_TASK REQUIREMENTS_
Omit the pictures, and output the rest of the entries exactly as written.

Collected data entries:
——
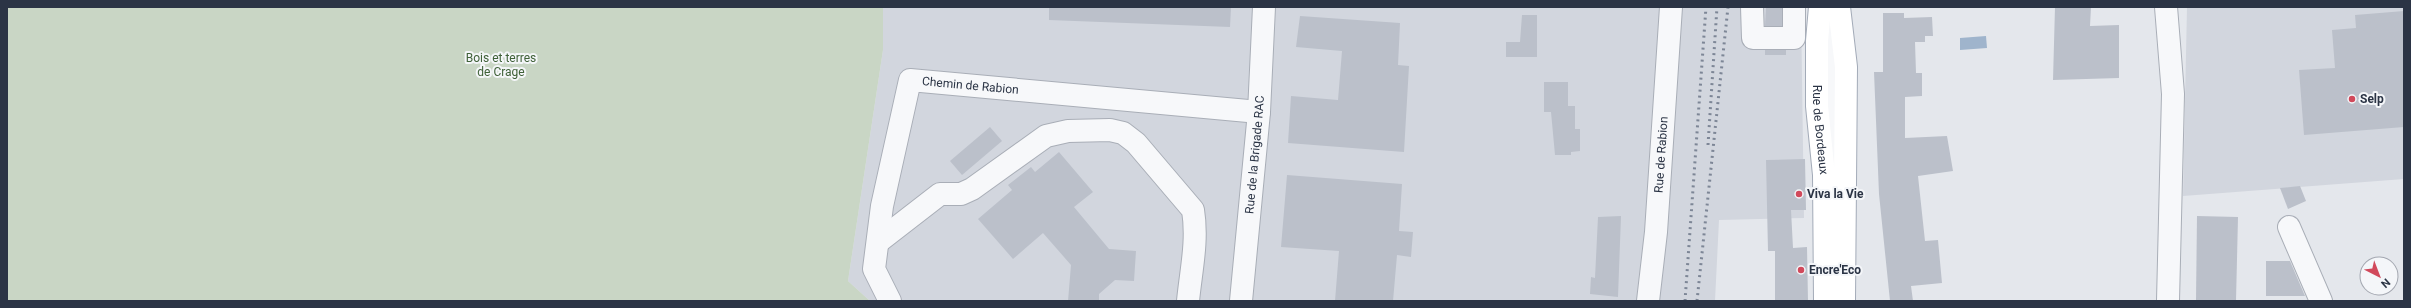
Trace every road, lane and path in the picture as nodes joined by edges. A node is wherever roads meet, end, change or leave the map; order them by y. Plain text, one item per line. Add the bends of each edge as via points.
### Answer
1 (1264, 7) edge
2 (1671, 7) edge
3 (1752, 7) edge
4 (1794, 7) edge
5 (1820, 7) edge
6 (1831, 7) edge
7 (1839, 7) edge
8 (2154, 7) edge
9 (2166, 7) edge
10 (1794, 38) junction
11 (1817, 41) junction
12 (2168, 49) junction
13 (1259, 112) junction
14 (2289, 227) dead end
15 (878, 242) junction
16 (890, 301) edge
17 (1188, 301) edge
18 (1240, 301) edge
19 (1648, 301) edge
20 (1826, 301) edge
21 (1835, 301) edge
22 (1844, 301) edge
23 (2168, 301) edge
24 (2321, 301) edge

1 - 13 street, Rue de la Brigade RAC
2 - 19 street, Rue de Rabion via 1656,232
3 - 10 street via 1753,38
4 - 10 street
5 - 11 main road, Rue de Bordeaux
6 - 21 street
7 - 22 main road, Rue de Bordeaux via 1846,67
8 - 12 street
9 - 12 street
10 - 11 street
11 - 20 main road, Rue de Bordeaux via 1817,106 1824,175
12 - 23 street via 2172,94
13 - 15 street, Chemin de Rabion via 910,80 882,206
13 - 18 street, Rue de la Brigade RAC
14 - 24 street
15 - 16 street, Chemin de Rabion via 874,269
15 - 17 street via 926,202 940,194 960,194 972,188 1046,136 1068,131 1110,130 1123,133 1136,143 1193,210 1193,268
——
_RESULT BELOW_
Trace every road, lane and path in the picture as nodes joined by edges. A node is wherever roads meet, end, change or leave the map; order them by y. Plain text, one item per line. Add the bends of each edge as via points.
### Answer
1 (1264, 7) edge
2 (1671, 7) edge
3 (1752, 7) edge
4 (1794, 7) edge
5 (1820, 7) edge
6 (1831, 7) edge
7 (1839, 7) edge
8 (2154, 7) edge
9 (2166, 7) edge
10 (1794, 38) junction
11 (1817, 41) junction
12 (2168, 49) junction
13 (1259, 112) junction
14 (2289, 227) dead end
15 (878, 242) junction
16 (890, 301) edge
17 (1188, 301) edge
18 (1240, 301) edge
19 (1648, 301) edge
20 (1826, 301) edge
21 (1835, 301) edge
22 (1844, 301) edge
23 (2168, 301) edge
24 (2321, 301) edge

1 - 13 street, Rue de la Brigade RAC
2 - 19 street, Rue de Rabion via 1656,232
3 - 10 street via 1753,38
4 - 10 street
5 - 11 main road, Rue de Bordeaux
6 - 21 street
7 - 22 main road, Rue de Bordeaux via 1846,67
8 - 12 street
9 - 12 street
10 - 11 street
11 - 20 main road, Rue de Bordeaux via 1817,106 1824,175
12 - 23 street via 2172,94
13 - 15 street, Chemin de Rabion via 910,80 882,206
13 - 18 street, Rue de la Brigade RAC
14 - 24 street
15 - 16 street, Chemin de Rabion via 874,269
15 - 17 street via 926,202 940,194 960,194 972,188 1046,136 1068,131 1110,130 1123,133 1136,143 1193,210 1193,268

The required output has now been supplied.